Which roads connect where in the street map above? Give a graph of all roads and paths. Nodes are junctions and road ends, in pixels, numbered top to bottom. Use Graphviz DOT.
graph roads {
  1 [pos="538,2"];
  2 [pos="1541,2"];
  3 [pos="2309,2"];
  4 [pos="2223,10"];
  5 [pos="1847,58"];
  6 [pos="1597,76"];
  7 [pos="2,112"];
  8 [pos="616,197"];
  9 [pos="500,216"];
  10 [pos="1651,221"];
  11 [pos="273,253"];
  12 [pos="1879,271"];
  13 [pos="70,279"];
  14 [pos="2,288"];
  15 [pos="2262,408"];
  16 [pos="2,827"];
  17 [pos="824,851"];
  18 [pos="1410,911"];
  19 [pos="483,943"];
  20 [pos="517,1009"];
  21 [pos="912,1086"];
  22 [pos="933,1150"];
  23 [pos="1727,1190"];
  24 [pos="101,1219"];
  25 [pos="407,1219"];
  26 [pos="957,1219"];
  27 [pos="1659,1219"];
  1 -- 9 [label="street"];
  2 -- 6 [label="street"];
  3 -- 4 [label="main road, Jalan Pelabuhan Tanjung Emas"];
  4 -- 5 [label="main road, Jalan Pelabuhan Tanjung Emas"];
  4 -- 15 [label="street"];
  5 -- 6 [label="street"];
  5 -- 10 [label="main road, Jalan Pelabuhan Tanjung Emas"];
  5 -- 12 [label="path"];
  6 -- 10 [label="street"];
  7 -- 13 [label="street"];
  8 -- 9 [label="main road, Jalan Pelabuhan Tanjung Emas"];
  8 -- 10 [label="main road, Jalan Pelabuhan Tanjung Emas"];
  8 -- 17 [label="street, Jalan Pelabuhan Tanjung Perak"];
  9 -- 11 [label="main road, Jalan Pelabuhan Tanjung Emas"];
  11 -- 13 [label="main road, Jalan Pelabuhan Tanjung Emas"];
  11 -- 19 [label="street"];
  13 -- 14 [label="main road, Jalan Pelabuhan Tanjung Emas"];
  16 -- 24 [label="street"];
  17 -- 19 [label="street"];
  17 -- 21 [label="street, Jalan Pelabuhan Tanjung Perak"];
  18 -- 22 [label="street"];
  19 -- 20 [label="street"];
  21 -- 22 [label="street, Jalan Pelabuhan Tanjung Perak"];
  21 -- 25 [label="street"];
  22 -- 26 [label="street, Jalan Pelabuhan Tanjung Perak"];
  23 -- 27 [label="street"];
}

__EXERCISE DETAILS__
From the listing above, collect every line that mentions the word "Emas".

__RESPONSE TO THIS TASK__
  3 -- 4 [label="main road, Jalan Pelabuhan Tanjung Emas"];
  4 -- 5 [label="main road, Jalan Pelabuhan Tanjung Emas"];
  5 -- 10 [label="main road, Jalan Pelabuhan Tanjung Emas"];
  8 -- 9 [label="main road, Jalan Pelabuhan Tanjung Emas"];
  8 -- 10 [label="main road, Jalan Pelabuhan Tanjung Emas"];
  9 -- 11 [label="main road, Jalan Pelabuhan Tanjung Emas"];
  11 -- 13 [label="main road, Jalan Pelabuhan Tanjung Emas"];
  13 -- 14 [label="main road, Jalan Pelabuhan Tanjung Emas"];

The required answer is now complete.